京都は、もう言うまでもなくダート1800mの新馬戦を圧勝した
カジノドライヴ(牡、父Mineshaft、母Better Than Honour、美浦・藤沢和雄)。ただし、これは血統的には芝では大きく割り引き、カネヒキリタイプのダートの帝王になりそうです。問題は外から被せられた場合のみ。次走からはアメリカでの転戦になるそうで、詳しい論評は控えます。ただ、かえすがえすも春に3歳ダートの大レースが欲しい。サクセスブロッケンVSカジノドライヴVS
シルクビッグタイム(牡、父Deputy Minister、母ハローレイチェル、美浦・久保田貴士)なんていう夢の対決が見られた可能性もありますから…。
土曜にダート1400mの未勝利戦を勝った
アスドゥクール(牝、母アイリッシュカーリ、栗東・鮫島一歩)。ぶっちぎってしまって最後は流したので時計は平凡でしたが、これは距離が延びていいでしょう。ジャングルポケットにCaerleon牝馬の配合で、芝のマイルでも面白い。
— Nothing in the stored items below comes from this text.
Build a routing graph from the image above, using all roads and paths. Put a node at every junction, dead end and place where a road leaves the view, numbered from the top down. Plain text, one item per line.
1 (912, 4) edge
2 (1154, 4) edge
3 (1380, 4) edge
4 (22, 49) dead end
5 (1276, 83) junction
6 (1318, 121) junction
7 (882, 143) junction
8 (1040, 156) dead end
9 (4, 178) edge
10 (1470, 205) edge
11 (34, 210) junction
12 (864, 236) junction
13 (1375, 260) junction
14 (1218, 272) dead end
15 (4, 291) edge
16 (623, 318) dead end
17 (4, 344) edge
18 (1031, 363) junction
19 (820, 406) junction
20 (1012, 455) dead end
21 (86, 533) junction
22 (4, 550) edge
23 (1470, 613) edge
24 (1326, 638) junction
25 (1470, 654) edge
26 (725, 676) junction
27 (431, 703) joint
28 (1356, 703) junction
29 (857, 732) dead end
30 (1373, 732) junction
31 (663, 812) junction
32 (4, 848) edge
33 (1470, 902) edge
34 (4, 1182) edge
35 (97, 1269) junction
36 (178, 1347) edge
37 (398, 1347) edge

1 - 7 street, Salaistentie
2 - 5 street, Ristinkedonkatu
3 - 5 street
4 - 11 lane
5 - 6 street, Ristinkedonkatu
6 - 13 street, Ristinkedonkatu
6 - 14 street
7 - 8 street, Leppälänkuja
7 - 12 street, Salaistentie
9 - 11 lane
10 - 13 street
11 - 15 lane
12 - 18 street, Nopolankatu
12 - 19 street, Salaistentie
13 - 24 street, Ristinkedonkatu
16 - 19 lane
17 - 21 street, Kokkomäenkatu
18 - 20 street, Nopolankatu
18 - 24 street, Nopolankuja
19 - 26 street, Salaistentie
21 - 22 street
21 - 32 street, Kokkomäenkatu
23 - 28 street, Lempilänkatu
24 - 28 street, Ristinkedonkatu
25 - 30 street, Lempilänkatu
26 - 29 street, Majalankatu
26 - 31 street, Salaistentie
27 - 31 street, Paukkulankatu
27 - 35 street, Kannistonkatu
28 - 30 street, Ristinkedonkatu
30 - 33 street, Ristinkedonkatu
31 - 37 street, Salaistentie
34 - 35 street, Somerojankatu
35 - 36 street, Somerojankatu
なんとかトライアルで権利を獲らせたい馬です。
ダート変更になったこぶし賞を圧勝したのは
ミゼリコルデ(牝、父Fasliyev、母Match Point、栗東・音無秀孝)。血統的にもダート適性は高いと踏んでいたのですが、想像以上の強さでした。
前日の500万下を快勝した
クリールパッション(牡、父ワイルドラッシュ、母イマジネーション、美浦・相沢郁)も、例年なら相当のレベルですが、何度も繰り返すように今年はとにかくダート戦線の層が空前絶後に高い! 今年の夏以降は、3歳馬がダート戦を席巻するかもしれません。